*Task description*:
The answer must be an exact copy of every entry, with no pictures in it.

──────── Available data ────────

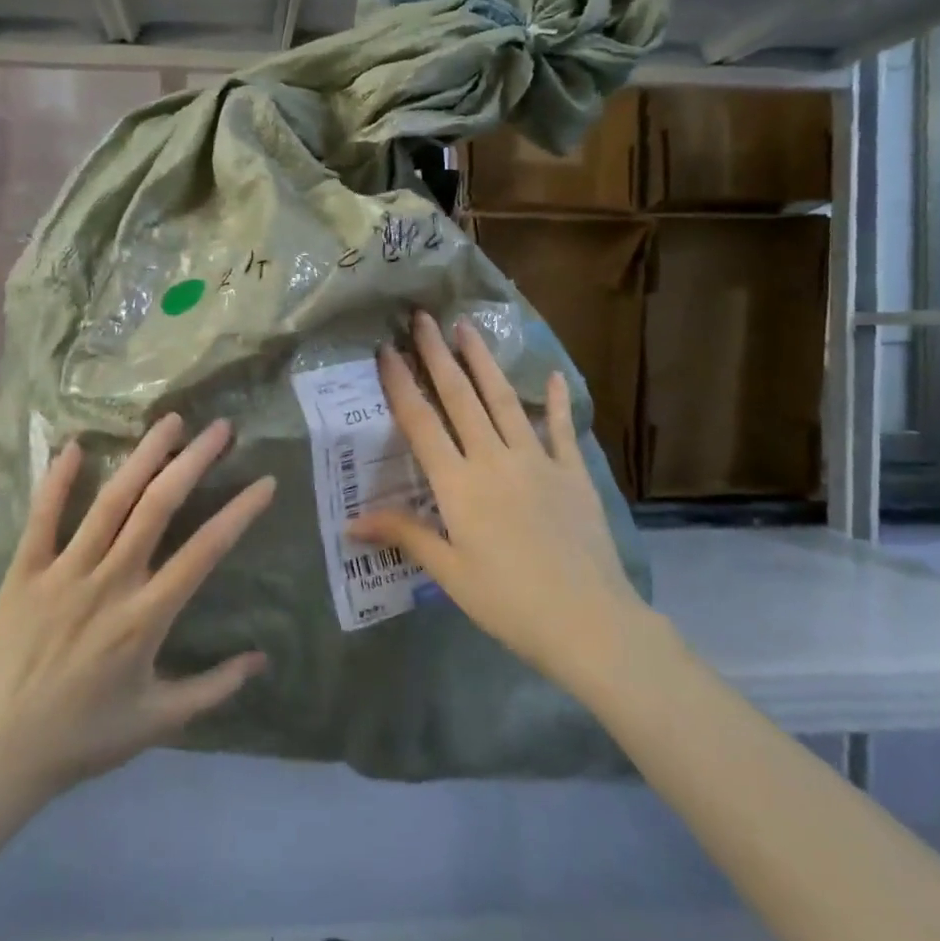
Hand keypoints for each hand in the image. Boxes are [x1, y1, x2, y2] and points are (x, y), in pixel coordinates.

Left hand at [0, 415, 272, 801]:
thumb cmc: (82, 738)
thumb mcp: (158, 722)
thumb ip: (214, 689)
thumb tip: (263, 660)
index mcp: (144, 618)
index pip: (204, 552)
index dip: (238, 513)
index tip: (265, 482)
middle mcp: (108, 583)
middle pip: (157, 508)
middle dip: (193, 462)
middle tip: (220, 428)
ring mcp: (62, 573)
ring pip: (109, 502)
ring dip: (142, 457)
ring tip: (169, 421)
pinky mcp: (22, 573)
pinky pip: (42, 519)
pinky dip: (57, 481)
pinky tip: (73, 446)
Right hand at [347, 312, 649, 680]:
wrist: (589, 622)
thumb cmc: (508, 601)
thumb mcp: (448, 572)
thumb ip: (404, 535)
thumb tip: (350, 522)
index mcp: (458, 485)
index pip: (421, 423)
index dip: (401, 384)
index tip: (387, 350)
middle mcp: (494, 460)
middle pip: (460, 398)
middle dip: (438, 355)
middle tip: (423, 318)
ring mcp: (537, 461)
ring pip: (504, 401)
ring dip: (484, 362)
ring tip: (468, 327)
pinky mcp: (572, 473)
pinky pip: (560, 430)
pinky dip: (556, 401)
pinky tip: (553, 375)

────────

*Response area*:
Hand keypoints for each hand in the image. Boxes are [x1, y1, x2, y2] and points are (x, y), in pixel coordinates.

Left hand at [0, 415, 272, 801]:
thumb cmc: (82, 738)
thumb mcp: (158, 722)
thumb ip: (214, 689)
thumb tip: (263, 660)
index mcp: (144, 618)
index pip: (204, 552)
index dip: (238, 513)
index tip: (265, 482)
middle mcp: (108, 583)
middle pip: (157, 508)
middle dip: (193, 462)
middle tip: (220, 428)
ring mcp: (62, 573)
ring pip: (109, 502)
ring dip: (142, 457)
ring tip: (169, 421)
pinky mcp: (22, 573)
pinky pip: (42, 519)
pinky dip: (57, 481)
pinky tip: (73, 446)
Right hand at [347, 312, 649, 680]:
wrist: (589, 622)
thumb cmc: (508, 601)
thumb mcp: (448, 572)
thumb ip: (404, 535)
thumb tip: (350, 522)
index mcp: (458, 485)
index pip: (421, 423)
index dip: (401, 384)
index tip: (387, 350)
middle mcp: (494, 460)
middle pip: (460, 398)
middle dip: (438, 355)
middle tip: (423, 318)
ring mcp: (537, 461)
ring pip: (504, 401)
ring dip: (484, 362)
ring tip: (468, 327)
pinky mcp: (572, 473)
pinky pip: (560, 430)
pinky dip: (556, 401)
pinky tip: (553, 375)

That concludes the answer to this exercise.